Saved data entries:
-------------------------
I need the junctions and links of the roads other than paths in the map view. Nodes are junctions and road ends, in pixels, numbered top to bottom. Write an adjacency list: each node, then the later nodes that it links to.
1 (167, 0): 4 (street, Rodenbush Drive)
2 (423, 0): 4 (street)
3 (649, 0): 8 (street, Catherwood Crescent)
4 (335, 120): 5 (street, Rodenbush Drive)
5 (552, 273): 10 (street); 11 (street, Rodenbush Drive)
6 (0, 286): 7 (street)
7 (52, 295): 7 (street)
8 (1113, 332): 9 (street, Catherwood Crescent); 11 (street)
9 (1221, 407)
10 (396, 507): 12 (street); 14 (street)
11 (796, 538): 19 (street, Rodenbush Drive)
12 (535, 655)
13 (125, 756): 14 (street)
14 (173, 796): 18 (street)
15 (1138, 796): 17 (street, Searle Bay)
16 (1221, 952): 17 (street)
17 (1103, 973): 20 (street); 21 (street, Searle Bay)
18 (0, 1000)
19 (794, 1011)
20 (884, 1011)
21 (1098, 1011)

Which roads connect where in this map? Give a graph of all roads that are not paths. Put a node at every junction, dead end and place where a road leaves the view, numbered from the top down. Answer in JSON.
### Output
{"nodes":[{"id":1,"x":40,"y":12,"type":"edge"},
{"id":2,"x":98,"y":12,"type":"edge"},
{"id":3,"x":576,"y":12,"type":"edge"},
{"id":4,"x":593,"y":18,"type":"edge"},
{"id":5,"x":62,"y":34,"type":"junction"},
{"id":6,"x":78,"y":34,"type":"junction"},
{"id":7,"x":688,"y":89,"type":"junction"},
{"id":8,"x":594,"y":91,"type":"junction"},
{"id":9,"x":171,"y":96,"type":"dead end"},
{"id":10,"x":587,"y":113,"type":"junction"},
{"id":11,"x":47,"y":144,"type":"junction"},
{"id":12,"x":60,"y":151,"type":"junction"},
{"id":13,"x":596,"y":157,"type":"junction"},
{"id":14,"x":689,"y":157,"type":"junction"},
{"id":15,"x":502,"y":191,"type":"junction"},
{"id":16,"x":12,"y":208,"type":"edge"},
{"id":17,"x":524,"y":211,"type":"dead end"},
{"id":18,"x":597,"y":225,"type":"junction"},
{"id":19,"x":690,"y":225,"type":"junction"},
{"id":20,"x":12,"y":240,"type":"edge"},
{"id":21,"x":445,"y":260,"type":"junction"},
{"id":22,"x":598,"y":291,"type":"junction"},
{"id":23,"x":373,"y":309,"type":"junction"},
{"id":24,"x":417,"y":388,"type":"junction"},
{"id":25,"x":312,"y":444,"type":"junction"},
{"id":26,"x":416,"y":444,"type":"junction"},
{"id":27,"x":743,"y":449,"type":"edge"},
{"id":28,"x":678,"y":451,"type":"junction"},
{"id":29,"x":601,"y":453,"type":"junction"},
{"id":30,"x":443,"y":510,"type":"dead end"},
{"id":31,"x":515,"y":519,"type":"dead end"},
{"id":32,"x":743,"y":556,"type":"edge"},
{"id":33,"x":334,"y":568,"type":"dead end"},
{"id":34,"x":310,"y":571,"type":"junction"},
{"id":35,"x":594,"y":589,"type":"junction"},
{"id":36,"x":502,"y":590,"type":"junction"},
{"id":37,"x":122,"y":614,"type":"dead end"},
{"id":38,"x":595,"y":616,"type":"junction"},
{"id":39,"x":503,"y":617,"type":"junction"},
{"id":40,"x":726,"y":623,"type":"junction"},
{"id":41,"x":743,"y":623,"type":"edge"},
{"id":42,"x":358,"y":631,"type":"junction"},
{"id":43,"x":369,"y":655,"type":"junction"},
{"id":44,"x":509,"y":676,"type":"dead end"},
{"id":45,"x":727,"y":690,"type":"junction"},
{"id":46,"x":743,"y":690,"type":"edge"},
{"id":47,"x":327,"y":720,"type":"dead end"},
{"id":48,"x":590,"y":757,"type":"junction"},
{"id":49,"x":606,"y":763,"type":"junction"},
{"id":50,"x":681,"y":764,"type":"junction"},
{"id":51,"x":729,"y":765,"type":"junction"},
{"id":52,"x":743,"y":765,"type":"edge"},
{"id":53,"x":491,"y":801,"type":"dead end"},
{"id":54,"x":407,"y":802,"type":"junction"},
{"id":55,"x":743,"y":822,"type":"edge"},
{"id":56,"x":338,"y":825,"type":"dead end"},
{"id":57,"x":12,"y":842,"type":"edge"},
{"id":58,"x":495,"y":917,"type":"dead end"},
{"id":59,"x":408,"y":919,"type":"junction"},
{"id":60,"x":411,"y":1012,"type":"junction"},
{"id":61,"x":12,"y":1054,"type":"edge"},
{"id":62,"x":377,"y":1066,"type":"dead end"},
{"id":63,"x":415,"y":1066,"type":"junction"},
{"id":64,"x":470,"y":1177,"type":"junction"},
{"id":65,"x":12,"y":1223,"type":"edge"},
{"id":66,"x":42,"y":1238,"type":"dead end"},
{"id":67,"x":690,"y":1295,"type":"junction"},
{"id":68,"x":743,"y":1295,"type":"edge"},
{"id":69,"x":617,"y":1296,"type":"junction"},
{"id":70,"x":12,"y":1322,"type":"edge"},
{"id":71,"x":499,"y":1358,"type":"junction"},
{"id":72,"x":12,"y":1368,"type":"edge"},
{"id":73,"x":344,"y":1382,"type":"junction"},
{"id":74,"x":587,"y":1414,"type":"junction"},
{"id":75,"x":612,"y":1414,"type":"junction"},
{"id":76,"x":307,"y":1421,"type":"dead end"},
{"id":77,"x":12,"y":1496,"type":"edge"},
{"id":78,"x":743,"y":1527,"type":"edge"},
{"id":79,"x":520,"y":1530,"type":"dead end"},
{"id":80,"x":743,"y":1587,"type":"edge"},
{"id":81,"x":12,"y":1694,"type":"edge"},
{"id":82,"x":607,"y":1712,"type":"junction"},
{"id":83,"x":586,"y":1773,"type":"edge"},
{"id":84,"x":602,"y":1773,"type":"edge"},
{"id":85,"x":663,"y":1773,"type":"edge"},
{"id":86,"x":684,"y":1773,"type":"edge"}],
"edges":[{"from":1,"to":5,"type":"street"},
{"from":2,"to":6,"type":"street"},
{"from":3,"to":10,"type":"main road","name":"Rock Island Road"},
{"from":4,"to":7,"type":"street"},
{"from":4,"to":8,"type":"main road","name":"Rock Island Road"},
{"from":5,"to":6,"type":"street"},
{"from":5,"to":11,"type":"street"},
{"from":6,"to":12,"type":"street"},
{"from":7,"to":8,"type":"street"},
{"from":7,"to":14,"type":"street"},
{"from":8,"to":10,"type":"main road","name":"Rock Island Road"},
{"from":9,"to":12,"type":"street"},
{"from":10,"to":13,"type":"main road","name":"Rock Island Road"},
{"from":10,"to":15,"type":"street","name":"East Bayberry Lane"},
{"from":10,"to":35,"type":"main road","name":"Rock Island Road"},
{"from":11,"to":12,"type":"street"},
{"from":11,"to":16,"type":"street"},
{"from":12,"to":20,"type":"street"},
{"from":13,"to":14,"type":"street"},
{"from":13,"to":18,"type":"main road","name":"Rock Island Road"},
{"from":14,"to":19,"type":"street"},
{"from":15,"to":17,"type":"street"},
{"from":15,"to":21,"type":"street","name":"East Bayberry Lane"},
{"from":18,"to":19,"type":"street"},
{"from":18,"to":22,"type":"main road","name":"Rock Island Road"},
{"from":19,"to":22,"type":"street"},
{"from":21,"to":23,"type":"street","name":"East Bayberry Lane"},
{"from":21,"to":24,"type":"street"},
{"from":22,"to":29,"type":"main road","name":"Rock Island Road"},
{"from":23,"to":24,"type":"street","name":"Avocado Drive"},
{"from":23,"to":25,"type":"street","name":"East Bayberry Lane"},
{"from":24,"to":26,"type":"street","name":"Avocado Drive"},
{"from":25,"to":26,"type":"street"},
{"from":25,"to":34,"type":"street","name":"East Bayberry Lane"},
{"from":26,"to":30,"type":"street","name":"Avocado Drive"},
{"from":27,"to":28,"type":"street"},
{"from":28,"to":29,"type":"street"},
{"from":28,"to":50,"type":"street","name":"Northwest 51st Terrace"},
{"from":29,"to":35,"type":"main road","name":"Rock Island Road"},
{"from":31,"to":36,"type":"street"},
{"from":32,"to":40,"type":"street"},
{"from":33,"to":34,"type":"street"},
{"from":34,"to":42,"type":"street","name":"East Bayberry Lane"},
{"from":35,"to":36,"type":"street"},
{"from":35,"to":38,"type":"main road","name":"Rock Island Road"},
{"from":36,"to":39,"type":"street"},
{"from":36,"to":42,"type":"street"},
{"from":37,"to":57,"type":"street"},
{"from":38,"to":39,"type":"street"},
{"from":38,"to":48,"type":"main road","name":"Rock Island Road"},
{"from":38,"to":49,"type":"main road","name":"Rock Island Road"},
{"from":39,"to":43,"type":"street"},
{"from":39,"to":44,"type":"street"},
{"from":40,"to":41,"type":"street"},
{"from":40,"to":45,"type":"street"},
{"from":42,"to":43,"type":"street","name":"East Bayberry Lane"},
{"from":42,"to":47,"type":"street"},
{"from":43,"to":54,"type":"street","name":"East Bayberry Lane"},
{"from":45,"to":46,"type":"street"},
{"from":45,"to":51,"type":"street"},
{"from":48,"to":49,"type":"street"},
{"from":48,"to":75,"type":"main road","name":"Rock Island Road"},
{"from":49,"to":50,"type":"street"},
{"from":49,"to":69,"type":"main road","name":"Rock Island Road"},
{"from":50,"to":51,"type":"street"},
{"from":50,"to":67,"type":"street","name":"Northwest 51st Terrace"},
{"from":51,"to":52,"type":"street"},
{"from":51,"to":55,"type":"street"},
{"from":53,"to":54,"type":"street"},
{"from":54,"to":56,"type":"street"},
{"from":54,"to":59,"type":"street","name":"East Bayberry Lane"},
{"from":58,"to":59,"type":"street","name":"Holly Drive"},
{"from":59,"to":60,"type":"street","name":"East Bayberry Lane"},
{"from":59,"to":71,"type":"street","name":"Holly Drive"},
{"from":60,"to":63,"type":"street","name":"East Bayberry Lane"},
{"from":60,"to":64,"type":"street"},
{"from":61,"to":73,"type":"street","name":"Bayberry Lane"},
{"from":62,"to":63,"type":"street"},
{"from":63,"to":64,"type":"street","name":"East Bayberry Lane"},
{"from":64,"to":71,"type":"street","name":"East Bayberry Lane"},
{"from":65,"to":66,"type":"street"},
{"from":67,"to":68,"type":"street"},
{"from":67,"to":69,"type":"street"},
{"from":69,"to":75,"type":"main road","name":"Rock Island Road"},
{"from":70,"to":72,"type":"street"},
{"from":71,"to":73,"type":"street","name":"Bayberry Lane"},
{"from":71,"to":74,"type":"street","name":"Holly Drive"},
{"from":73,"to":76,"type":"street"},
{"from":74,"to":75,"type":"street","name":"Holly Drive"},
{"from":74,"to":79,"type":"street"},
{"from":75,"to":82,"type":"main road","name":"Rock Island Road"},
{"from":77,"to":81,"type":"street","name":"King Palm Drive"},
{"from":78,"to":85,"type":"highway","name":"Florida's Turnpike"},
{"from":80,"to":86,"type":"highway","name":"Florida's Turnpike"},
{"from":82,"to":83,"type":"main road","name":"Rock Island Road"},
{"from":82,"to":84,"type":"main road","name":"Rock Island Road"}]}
-------------------------
▶ **Task item**
Write out exactly the lines between the start of the entries and the line containing "Which roads connect", including that line and the first one.

▶ **Task response**
I need the junctions and links of the roads other than paths in the map view. Nodes are junctions and road ends, in pixels, numbered top to bottom. Write an adjacency list: each node, then the later nodes that it links to.
1 (167, 0): 4 (street, Rodenbush Drive)
2 (423, 0): 4 (street)
3 (649, 0): 8 (street, Catherwood Crescent)
4 (335, 120): 5 (street, Rodenbush Drive)
5 (552, 273): 10 (street); 11 (street, Rodenbush Drive)
6 (0, 286): 7 (street)
7 (52, 295): 7 (street)
8 (1113, 332): 9 (street, Catherwood Crescent); 11 (street)
9 (1221, 407)
10 (396, 507): 12 (street); 14 (street)
11 (796, 538): 19 (street, Rodenbush Drive)
12 (535, 655)
13 (125, 756): 14 (street)
14 (173, 796): 18 (street)
15 (1138, 796): 17 (street, Searle Bay)
16 (1221, 952): 17 (street)
17 (1103, 973): 20 (street); 21 (street, Searle Bay)
18 (0, 1000)
19 (794, 1011)
20 (884, 1011)
21 (1098, 1011)

Which roads connect where in this map? Give a graph of all roads that are not paths. Put a node at every junction, dead end and place where a road leaves the view, numbered from the top down. Answer in JSON.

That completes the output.